■ Required action:
In the data below, which lines contain "graph"? List them by copying each one.

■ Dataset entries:
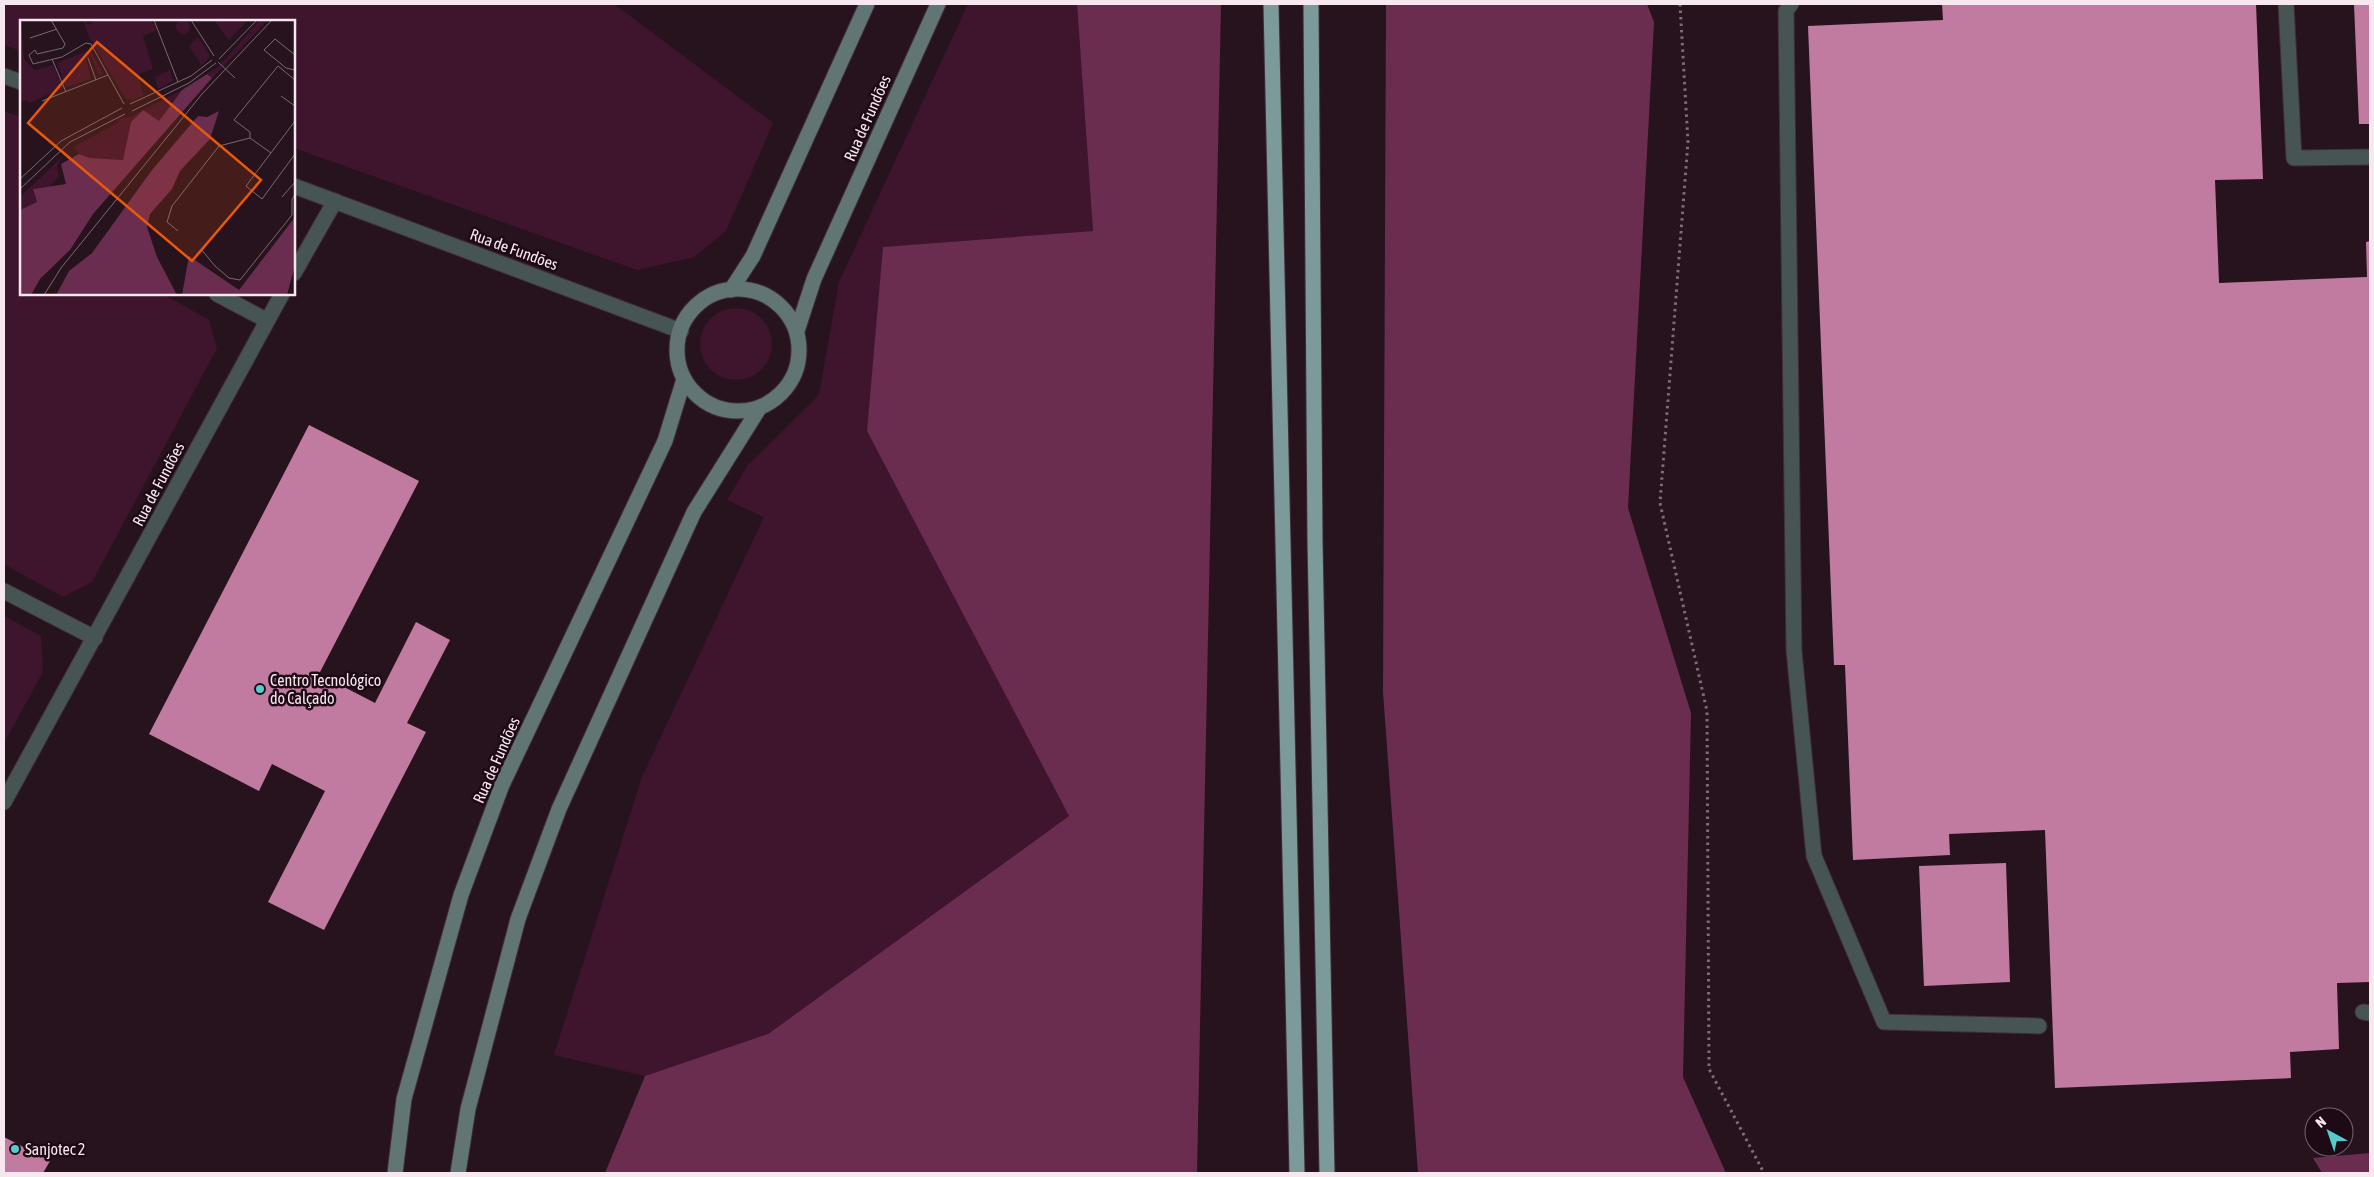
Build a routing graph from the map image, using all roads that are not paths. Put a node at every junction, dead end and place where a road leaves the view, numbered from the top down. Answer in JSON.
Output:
{"nodes":[{"id":1,"x":867,"y":4,"type":"edge"},
{"id":2,"x":938,"y":4,"type":"edge"},
{"id":3,"x":1271,"y":4,"type":"edge"},
{"id":4,"x":1311,"y":4,"type":"edge"},
{"id":5,"x":1791,"y":4,"type":"edge"},
{"id":6,"x":2286,"y":4,"type":"edge"},
{"id":7,"x":4,"y":76,"type":"edge"},
{"id":8,"x":20,"y":82,"type":"edge"},
{"id":9,"x":2370,"y":157,"type":"edge"},
{"id":10,"x":295,"y":186,"type":"edge"},
{"id":11,"x":335,"y":201,"type":"junction"},
{"id":12,"x":295,"y":271,"type":"edge"},
{"id":13,"x":731,"y":290,"type":"junction"},
{"id":14,"x":219,"y":295,"type":"edge"},
{"id":15,"x":281,"y":295,"type":"edge"},
{"id":16,"x":266,"y":320,"type":"junction"},
{"id":17,"x":681,"y":331,"type":"junction"},
{"id":18,"x":797,"y":332,"type":"junction"},
{"id":19,"x":684,"y":379,"type":"junction"},
{"id":20,"x":760,"y":408,"type":"junction"},
{"id":21,"x":4,"y":591,"type":"edge"},
{"id":22,"x":95,"y":638,"type":"junction"},
{"id":23,"x":4,"y":802,"type":"edge"},
{"id":24,"x":2039,"y":1026,"type":"dead end"},
{"id":25,"x":396,"y":1173,"type":"edge"},
{"id":26,"x":458,"y":1173,"type":"edge"},
{"id":27,"x":1297,"y":1173,"type":"edge"},
{"id":28,"x":1327,"y":1173,"type":"edge"}],
"edges":[{"from":1,"to":13,"type":"main road"},
{"from":2,"to":18,"type":"main road","name":"Rua de Fundões"},
{"from":3,"to":27,"type":"highway"},
{"from":4,"to":28,"type":"highway"},
{"from":5,"to":24,"type":"street"},
{"from":6,"to":9,"type":"street"},
{"from":7,"to":8,"type":"street"},
{"from":10,"to":11,"type":"street","name":"Rua de Fundões"},
{"from":11,"to":12,"type":"street"},
{"from":11,"to":17,"type":"street","name":"Rua de Fundões"},
{"from":13,"to":17,"type":"main road","name":"Rua de Fundões"},
{"from":13,"to":18,"type":"main road","name":"Rua de Fundões"},
{"from":14,"to":16,"type":"street"},
{"from":15,"to":16,"type":"street","name":"Rua de Fundões"},
{"from":16,"to":22,"type":"street","name":"Rua de Fundões"},
{"from":17,"to":19,"type":"main road","name":"Rua de Fundões"},
{"from":18,"to":20,"type":"main road","name":"Rua de Fundões"},
{"from":19,"to":20,"type":"main road","name":"Rua de Fundões"},
{"from":19,"to":25,"type":"main road","name":"Rua de Fundões"},
{"from":20,"to":26,"type":"main road","name":"Rua de Fundões"},
{"from":21,"to":22,"type":"street"},
{"from":22,"to":23,"type":"street","name":"Rua de Fundões"}]}
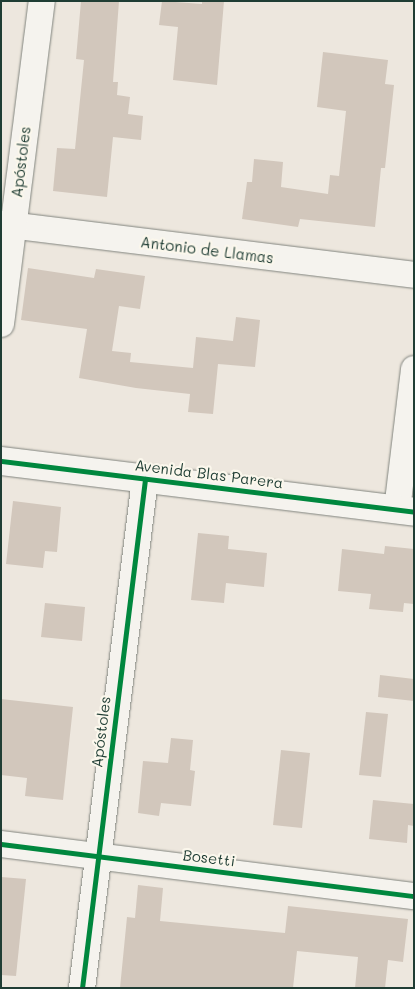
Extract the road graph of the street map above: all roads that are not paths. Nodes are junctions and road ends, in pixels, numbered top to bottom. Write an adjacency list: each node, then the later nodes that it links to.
1 (42, 1): 2 (street, Apóstoles)
2 (7, 225): 3 (street, Antonio de Llamas); 4 (street, Apóstoles)
3 (414, 275)
4 (1, 324)
5 (414, 369): 8 (street)
6 (1, 461): 7 (main road, Avenida Blas Parera)
7 (145, 478): 8 (main road, Avenida Blas Parera); 10 (street, Apóstoles)
8 (405, 511)
9 (1, 844): 10 (street, Bosetti)
10 (98, 856): 11 (street, Bosetti); 12 (street, Apóstoles)
11 (414, 896)
12 (82, 988)

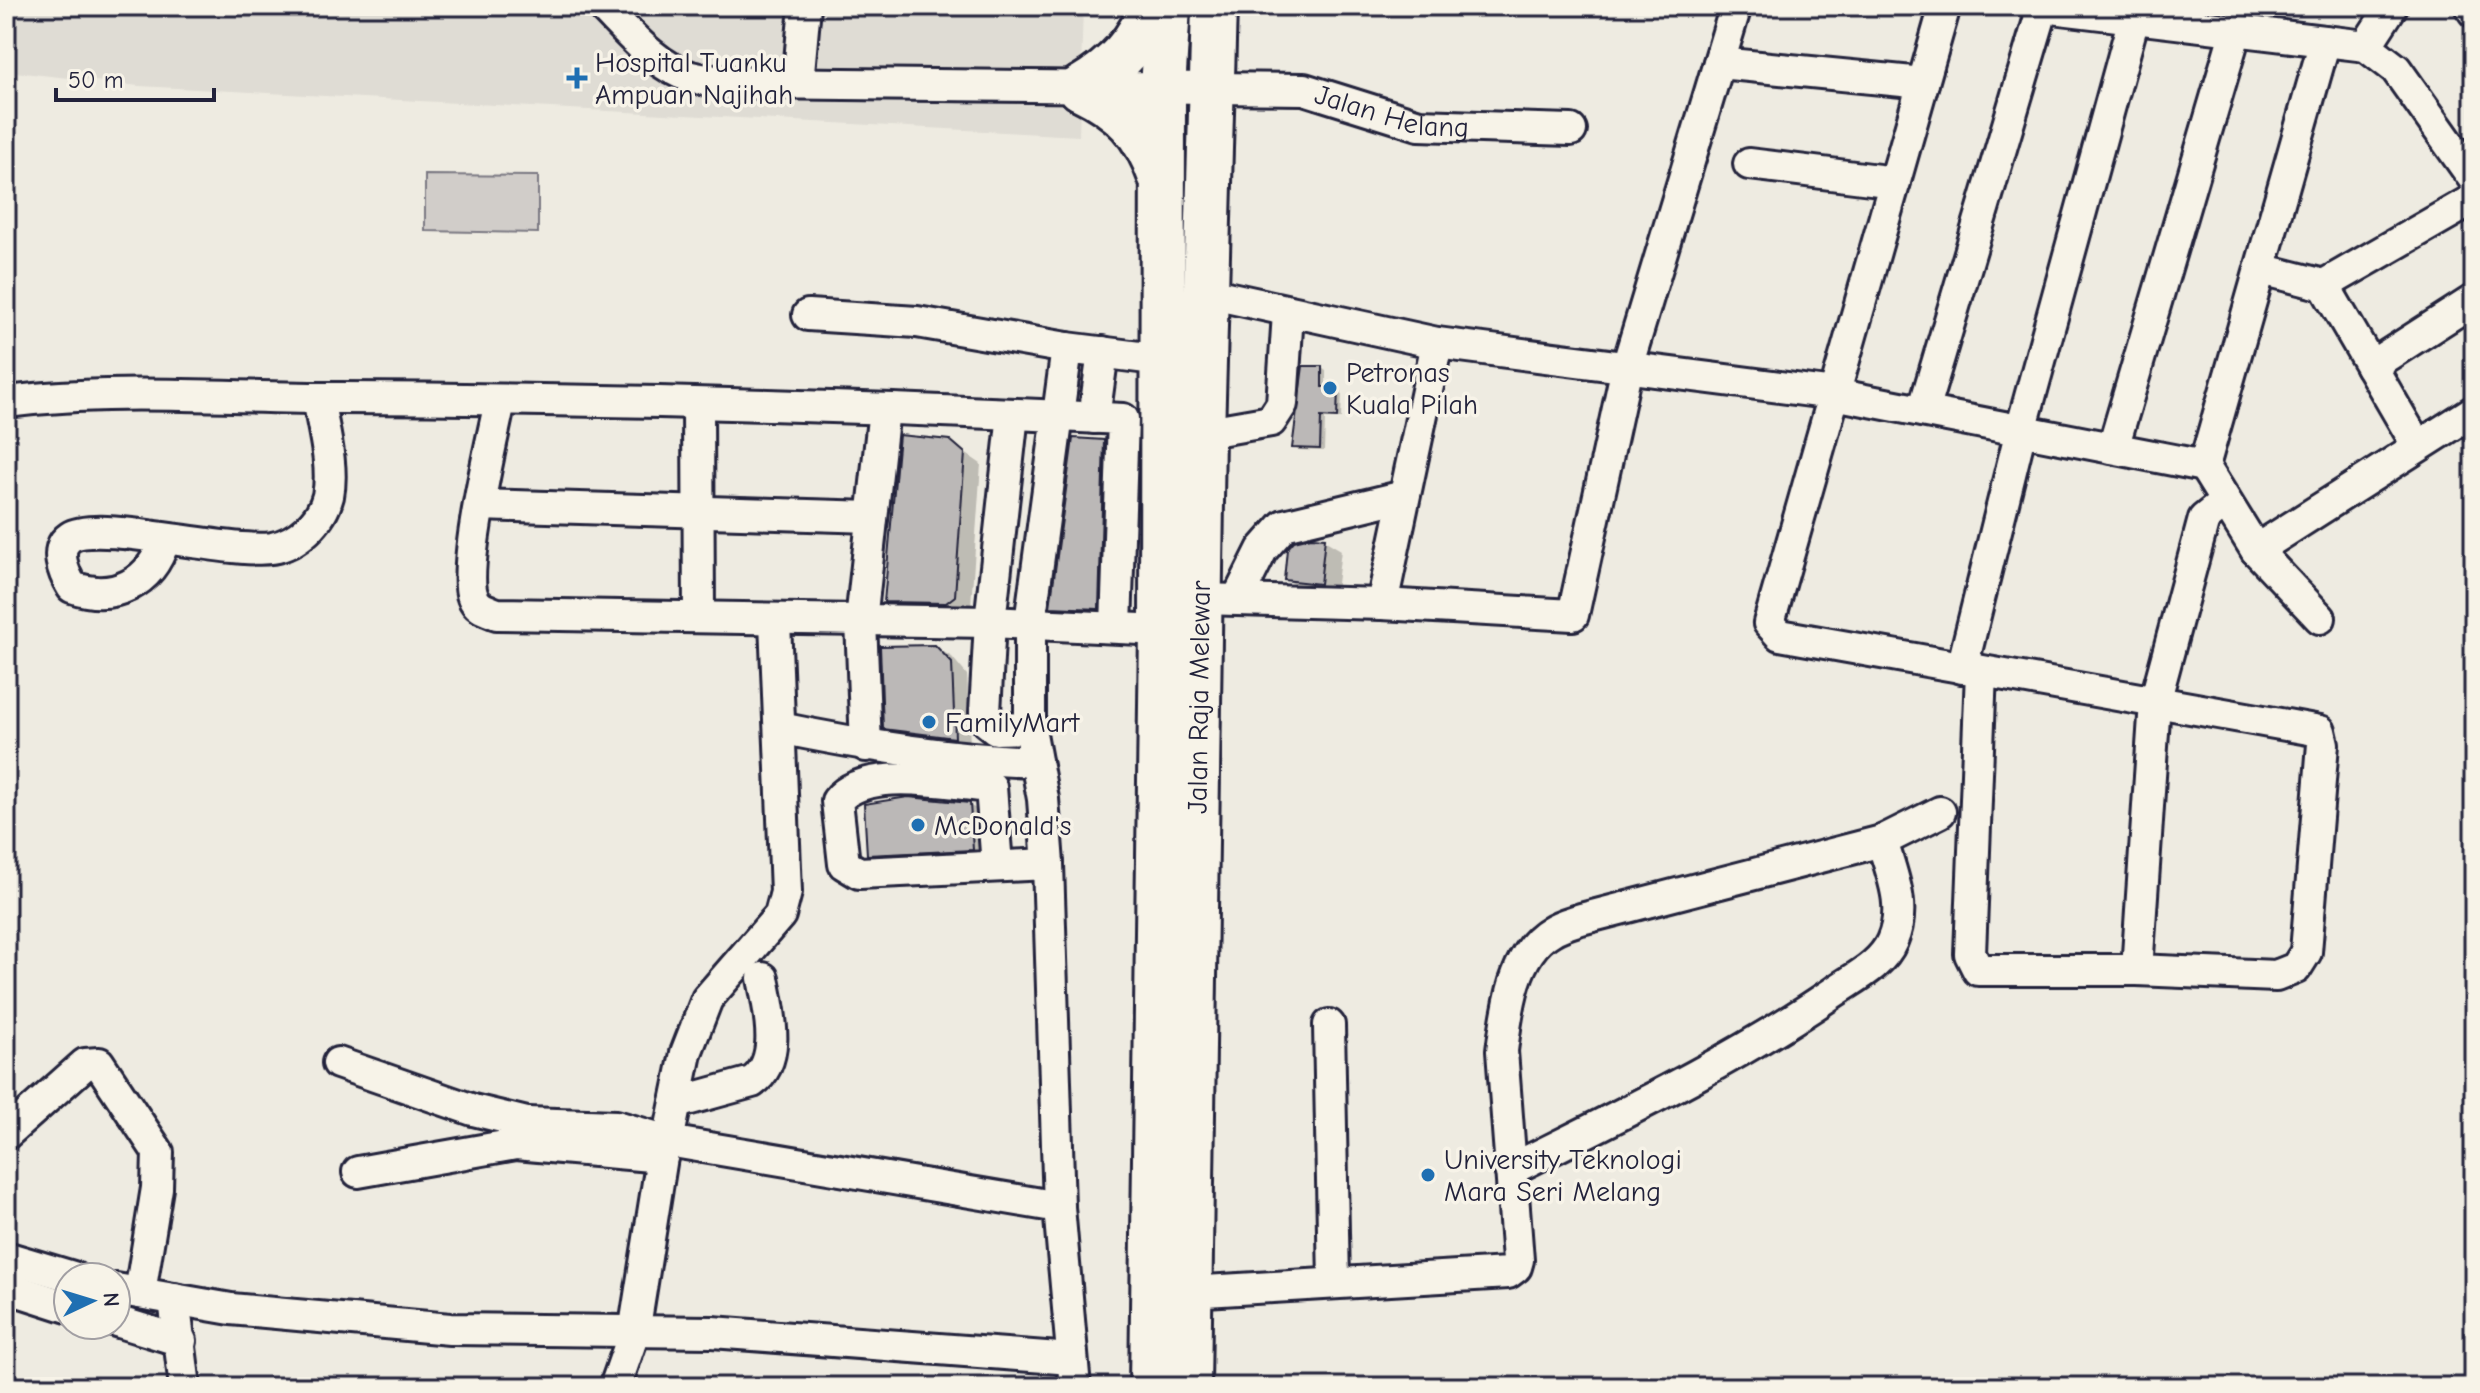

■ Response:
Build a routing graph from the map image, using all roads that are not paths. Put a node at every junction, dead end and place where a road leaves the view, numbered from the top down. Answer in JSON.
Extract the road graph of the street map above: all roads that are not paths. Nodes are junctions and road ends, in pixels, numbered top to bottom. Write an adjacency list: each node, then the later nodes that it links to.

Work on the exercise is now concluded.